* Records:

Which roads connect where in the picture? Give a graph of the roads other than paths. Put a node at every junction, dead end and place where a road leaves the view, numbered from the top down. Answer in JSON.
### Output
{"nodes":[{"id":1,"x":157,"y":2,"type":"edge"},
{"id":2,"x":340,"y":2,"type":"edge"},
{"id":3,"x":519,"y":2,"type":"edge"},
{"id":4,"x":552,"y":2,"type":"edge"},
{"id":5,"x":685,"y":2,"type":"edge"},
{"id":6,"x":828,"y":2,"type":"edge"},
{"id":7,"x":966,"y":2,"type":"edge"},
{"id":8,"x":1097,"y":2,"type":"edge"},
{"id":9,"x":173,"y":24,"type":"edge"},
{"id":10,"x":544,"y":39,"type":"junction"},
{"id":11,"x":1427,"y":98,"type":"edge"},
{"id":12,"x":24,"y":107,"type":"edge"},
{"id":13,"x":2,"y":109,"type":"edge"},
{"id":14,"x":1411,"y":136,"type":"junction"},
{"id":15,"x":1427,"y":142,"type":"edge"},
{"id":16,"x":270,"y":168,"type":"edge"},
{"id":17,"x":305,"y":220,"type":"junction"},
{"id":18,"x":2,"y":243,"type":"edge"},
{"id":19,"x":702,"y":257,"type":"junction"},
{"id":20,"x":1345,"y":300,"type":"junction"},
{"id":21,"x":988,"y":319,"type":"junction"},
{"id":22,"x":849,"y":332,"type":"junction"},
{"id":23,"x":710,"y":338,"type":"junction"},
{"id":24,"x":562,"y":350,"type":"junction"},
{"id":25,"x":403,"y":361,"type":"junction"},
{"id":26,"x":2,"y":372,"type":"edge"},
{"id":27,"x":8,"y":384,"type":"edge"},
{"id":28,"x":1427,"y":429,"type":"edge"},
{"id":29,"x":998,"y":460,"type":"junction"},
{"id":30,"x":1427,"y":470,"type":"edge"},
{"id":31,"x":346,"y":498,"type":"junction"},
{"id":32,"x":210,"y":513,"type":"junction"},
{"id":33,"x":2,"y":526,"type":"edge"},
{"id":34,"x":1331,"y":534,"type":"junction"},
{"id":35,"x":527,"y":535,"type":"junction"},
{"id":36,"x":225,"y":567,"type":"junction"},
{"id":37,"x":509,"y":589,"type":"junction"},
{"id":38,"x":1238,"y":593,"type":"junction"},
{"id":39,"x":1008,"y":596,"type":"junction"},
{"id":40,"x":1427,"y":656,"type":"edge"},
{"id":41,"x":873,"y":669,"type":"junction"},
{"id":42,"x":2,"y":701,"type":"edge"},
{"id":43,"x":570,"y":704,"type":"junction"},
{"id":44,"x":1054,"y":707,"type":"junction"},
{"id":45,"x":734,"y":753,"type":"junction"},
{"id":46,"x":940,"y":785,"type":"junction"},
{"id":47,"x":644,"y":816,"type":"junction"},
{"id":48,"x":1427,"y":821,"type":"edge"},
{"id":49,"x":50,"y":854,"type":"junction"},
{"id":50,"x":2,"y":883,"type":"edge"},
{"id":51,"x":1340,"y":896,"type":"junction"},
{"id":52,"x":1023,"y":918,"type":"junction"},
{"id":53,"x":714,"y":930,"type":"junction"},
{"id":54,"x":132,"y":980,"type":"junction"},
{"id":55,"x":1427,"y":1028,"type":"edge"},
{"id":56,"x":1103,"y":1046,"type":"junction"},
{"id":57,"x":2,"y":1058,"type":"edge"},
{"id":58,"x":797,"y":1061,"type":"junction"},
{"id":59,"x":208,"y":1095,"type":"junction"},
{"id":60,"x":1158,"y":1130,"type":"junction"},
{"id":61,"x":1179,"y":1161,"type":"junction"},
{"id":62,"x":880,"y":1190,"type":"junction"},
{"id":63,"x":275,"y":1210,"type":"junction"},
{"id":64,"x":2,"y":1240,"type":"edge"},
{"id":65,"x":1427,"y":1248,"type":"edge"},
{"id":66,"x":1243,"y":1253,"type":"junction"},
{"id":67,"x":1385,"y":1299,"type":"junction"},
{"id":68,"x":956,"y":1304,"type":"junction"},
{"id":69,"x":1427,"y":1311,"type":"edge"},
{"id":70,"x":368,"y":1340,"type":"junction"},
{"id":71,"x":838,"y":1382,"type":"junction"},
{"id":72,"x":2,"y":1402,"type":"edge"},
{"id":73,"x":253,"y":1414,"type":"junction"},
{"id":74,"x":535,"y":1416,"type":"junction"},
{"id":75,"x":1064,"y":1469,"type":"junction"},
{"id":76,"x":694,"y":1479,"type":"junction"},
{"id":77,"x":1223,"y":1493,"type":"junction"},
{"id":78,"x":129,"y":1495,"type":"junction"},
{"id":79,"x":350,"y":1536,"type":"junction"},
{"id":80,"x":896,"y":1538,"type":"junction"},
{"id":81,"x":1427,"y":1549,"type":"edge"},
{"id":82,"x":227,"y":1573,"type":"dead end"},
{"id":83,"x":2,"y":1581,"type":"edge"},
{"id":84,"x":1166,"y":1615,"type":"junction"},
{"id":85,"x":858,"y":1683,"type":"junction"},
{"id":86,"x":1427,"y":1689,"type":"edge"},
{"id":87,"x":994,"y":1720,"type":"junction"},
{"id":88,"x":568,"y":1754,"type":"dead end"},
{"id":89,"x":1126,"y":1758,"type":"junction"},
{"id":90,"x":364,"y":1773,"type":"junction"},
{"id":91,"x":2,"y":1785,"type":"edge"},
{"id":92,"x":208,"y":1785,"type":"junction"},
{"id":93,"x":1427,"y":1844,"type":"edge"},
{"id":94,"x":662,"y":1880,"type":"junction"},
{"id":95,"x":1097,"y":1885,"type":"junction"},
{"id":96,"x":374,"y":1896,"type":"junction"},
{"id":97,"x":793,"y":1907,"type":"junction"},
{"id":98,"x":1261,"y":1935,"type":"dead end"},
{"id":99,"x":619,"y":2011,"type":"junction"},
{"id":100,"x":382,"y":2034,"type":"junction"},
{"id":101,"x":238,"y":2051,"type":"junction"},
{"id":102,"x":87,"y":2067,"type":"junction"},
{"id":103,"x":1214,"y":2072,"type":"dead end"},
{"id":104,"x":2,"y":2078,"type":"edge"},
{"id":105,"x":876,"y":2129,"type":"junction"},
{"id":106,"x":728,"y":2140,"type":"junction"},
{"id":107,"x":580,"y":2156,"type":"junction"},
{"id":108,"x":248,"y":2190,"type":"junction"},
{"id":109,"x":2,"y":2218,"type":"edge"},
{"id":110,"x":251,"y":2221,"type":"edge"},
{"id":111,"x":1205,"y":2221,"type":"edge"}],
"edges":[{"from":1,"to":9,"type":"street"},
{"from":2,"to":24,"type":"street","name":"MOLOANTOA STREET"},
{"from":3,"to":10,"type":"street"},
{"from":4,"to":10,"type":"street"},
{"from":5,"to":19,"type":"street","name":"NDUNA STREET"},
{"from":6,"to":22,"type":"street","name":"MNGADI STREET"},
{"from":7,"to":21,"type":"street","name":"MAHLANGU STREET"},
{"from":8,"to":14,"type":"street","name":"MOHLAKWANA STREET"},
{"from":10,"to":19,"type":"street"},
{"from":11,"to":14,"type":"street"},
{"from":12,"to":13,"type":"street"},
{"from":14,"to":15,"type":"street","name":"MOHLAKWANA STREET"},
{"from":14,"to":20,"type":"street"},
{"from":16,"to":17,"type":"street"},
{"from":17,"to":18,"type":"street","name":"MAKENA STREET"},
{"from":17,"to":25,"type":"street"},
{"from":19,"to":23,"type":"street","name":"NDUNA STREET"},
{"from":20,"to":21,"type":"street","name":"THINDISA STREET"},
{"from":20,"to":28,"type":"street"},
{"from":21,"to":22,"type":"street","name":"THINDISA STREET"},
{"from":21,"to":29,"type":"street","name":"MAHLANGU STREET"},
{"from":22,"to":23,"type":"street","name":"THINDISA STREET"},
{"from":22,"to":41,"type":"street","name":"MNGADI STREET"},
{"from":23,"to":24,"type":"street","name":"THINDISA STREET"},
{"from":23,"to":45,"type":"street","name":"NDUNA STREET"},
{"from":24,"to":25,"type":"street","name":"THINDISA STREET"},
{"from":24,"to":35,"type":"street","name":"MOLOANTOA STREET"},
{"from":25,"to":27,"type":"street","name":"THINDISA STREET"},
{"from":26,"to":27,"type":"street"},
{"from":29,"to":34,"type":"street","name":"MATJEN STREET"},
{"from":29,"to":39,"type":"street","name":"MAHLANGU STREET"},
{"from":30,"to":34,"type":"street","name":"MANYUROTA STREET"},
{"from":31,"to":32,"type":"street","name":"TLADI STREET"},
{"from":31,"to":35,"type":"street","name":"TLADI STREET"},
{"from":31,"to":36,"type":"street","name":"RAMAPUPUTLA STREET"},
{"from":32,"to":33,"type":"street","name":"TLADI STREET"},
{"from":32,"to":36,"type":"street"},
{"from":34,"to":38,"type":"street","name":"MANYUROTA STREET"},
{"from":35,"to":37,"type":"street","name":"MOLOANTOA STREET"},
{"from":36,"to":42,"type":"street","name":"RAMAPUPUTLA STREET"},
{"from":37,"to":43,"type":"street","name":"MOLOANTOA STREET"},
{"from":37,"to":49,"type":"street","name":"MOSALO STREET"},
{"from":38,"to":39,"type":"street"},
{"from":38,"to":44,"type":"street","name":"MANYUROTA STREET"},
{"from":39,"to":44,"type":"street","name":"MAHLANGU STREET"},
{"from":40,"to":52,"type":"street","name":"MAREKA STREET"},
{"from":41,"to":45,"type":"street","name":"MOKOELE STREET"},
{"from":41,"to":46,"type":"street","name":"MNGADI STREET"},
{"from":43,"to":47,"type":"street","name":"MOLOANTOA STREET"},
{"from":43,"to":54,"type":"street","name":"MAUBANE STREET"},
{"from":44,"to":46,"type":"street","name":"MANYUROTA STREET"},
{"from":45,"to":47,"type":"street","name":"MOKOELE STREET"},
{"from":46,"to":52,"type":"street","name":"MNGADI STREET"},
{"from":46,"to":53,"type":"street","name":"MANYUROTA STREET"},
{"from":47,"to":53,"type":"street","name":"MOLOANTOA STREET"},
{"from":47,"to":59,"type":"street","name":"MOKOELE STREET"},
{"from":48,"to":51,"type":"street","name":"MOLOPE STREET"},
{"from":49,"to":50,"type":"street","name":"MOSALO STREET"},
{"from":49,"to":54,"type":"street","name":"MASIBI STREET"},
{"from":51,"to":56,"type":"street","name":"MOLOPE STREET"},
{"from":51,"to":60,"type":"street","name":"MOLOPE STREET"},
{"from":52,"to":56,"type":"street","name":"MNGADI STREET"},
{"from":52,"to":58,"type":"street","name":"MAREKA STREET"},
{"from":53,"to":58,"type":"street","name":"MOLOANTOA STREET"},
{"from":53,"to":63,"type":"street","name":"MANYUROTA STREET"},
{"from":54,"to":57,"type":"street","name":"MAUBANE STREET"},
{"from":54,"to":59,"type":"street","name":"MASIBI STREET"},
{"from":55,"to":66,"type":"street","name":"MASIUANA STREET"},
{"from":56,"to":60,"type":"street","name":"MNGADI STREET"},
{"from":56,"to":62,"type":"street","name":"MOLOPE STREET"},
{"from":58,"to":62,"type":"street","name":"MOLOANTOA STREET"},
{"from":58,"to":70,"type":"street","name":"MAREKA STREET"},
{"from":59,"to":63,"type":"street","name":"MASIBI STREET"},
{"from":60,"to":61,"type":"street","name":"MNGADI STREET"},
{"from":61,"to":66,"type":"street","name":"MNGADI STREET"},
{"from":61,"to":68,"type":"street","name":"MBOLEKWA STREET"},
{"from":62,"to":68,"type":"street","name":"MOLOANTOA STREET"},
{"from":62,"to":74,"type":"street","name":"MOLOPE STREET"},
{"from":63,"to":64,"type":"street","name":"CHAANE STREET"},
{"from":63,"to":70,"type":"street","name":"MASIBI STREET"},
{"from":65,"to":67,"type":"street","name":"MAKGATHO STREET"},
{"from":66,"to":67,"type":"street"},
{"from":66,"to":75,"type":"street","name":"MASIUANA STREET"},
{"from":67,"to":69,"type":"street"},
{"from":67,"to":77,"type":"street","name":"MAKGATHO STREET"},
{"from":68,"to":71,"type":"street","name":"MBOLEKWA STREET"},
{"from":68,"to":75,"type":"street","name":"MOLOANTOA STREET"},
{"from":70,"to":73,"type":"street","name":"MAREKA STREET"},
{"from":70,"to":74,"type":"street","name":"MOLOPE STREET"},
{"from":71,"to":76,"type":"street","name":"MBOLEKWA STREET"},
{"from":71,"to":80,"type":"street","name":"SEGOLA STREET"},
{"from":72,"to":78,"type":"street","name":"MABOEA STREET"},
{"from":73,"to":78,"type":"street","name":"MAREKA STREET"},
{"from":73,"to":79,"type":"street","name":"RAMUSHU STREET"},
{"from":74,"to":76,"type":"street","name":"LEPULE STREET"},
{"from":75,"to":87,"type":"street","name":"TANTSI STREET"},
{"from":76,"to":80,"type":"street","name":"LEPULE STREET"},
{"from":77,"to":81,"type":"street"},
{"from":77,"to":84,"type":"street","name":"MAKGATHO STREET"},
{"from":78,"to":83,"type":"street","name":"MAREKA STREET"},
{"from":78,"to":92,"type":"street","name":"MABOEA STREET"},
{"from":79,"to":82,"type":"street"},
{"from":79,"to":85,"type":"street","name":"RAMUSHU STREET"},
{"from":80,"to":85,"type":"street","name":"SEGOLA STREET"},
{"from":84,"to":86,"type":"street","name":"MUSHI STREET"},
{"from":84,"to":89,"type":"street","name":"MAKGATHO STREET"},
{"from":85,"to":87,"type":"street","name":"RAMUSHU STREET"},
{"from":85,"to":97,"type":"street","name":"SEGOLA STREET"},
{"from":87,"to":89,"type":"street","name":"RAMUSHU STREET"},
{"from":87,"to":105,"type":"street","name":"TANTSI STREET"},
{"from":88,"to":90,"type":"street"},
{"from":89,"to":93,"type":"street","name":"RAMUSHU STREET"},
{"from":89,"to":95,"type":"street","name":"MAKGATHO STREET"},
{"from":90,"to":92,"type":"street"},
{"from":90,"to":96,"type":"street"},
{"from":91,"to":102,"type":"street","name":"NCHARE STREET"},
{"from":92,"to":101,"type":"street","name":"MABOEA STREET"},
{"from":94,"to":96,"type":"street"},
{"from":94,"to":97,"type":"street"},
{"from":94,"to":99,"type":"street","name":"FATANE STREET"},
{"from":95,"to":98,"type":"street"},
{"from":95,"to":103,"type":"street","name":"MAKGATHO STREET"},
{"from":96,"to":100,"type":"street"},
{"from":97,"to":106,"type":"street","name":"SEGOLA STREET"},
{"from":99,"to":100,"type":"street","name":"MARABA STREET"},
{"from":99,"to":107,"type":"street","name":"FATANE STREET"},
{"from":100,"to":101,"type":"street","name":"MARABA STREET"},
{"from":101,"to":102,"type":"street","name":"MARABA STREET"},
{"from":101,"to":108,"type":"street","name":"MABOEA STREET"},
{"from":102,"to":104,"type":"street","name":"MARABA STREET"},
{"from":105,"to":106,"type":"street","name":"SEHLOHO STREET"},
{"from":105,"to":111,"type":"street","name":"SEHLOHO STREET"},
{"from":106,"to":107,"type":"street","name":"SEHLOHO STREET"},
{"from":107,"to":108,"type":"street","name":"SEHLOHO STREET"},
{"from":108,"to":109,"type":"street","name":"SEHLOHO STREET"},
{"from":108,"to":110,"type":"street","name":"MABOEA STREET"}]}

* What you should do: For each line above that includes the word "LEPULE", make a copy of that line.

* Your solution:
{"from":74,"to":76,"type":"street","name":"LEPULE STREET"},
{"from":76,"to":80,"type":"street","name":"LEPULE STREET"},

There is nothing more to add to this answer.